Typically these construction issues result in a break in the physical barrier provided by the construction (for example an untreated join between two concrete slabs). As such even if a complete treatment is carried out around the perimeter of the home, the construction flaw is left unprotected – it’s amazing how good termites are at finding holes in your termite defense!
Homes with construction flaws are better protected by baiting systems or, sometimes, using a liquid soil treatment and termite baiting system in combination.
Homes surrounded by concrete and pavers also present application issues. To treat such homes properly, the concrete should be cut and pavers lifted, to enable a complete application to the soil underneath. Homeowners often don’t want to do this for aesthetic or cost reasons. In such cases, termite baiting systems can be the better option.
To get a good, even distributions of a liquid soil termiticide, the soil should ideally be a sandy loam, devoid of rocks. If your home is built on clay or has high rock content, it will prevent the treatment being applied evenly to the soil and therefore gaps in the treatment are likely.
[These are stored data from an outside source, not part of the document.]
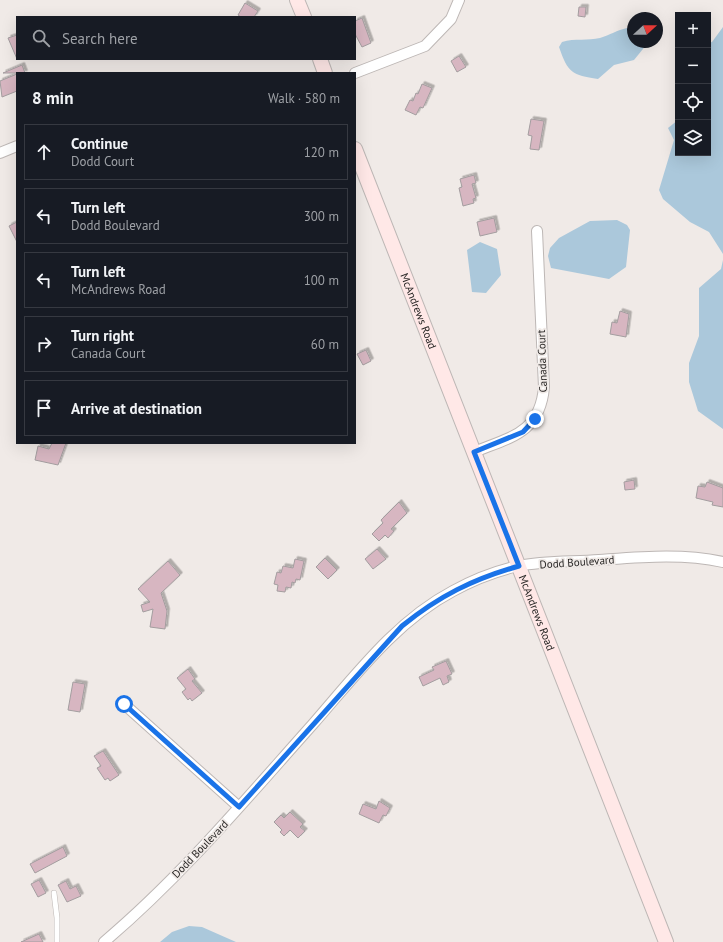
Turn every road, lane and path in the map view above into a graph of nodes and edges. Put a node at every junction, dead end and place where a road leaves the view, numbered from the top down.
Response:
1 (297, 0) edge
2 (459, 0) edge
3 (304, 16) edge
4 (320, 60) edge
5 (325, 72) edge
6 (356, 73) edge
7 (16, 146) edge
8 (0, 152) edge
9 (356, 152) edge
10 (537, 231) dead end
11 (474, 452) junction
12 (723, 562) edge
13 (519, 566) junction
14 (124, 704) dead end
15 (239, 807) junction
16 (54, 893) dead end
17 (57, 942) edge
18 (104, 942) edge
19 (666, 942) edge

1 - 3 main road
2 - 6 street
4 - 5 main road
7 - 8 street
9 - 11 main road, McAndrews Road
10 - 11 street, Canada Court
11 - 13 main road, McAndrews Road
12 - 13 street, Dodd Boulevard
13 - 15 street, Dodd Boulevard
13 - 19 main road, McAndrews Road
14 - 15 street
15 - 18 street, Dodd Boulevard
16 - 17 lane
In such cases, to apply a liquid soil treatment, the pest professional should be quoting to remove the existing soil from the home perimeter and replacing it with a sandy loam, before the application takes place. This obviously adds to the costs and often makes the baiting system the better option.
Slope of block
The slope of the block can also impact the choice of treatment. Application of liquid soil termiticide to steep sloping blocks can be difficult and there is always the danger of rain moving the treatment away from the application areas, making the treatment ineffective. In such cases termite baiting systems often prove the better option.
In tropic areas where the temperature and rainfall levels are higher, liquid soil treatments do not last as long compared to the cooler parts of Australia. Certainly after flooding, there is no guarantee that the treatment will still be working. Termite monitoring and baiting systems are not affected by rainfall in the same way.
Sometimes it may be possible, and indeed the right option, to use a combination of soil treatment and termite monitoring stations. If your situation allows you to choose between the installation of a liquid soil treatment or a termite monitoring system, it comes down to cost and personal preference – some prefer the termite monitoring systems, being an environmentally smart option (no spraying of chemicals).
Always be aware of pest managers pushing only one treatment type without justification. Your termite professional should always discuss a number of different treatment options for your property, although as we have seen, some of these treatments may not be suitable.
At the end of the day there is no ‘best’ termite protection system that can be applied to all buildings, just the right system for your home and your situation.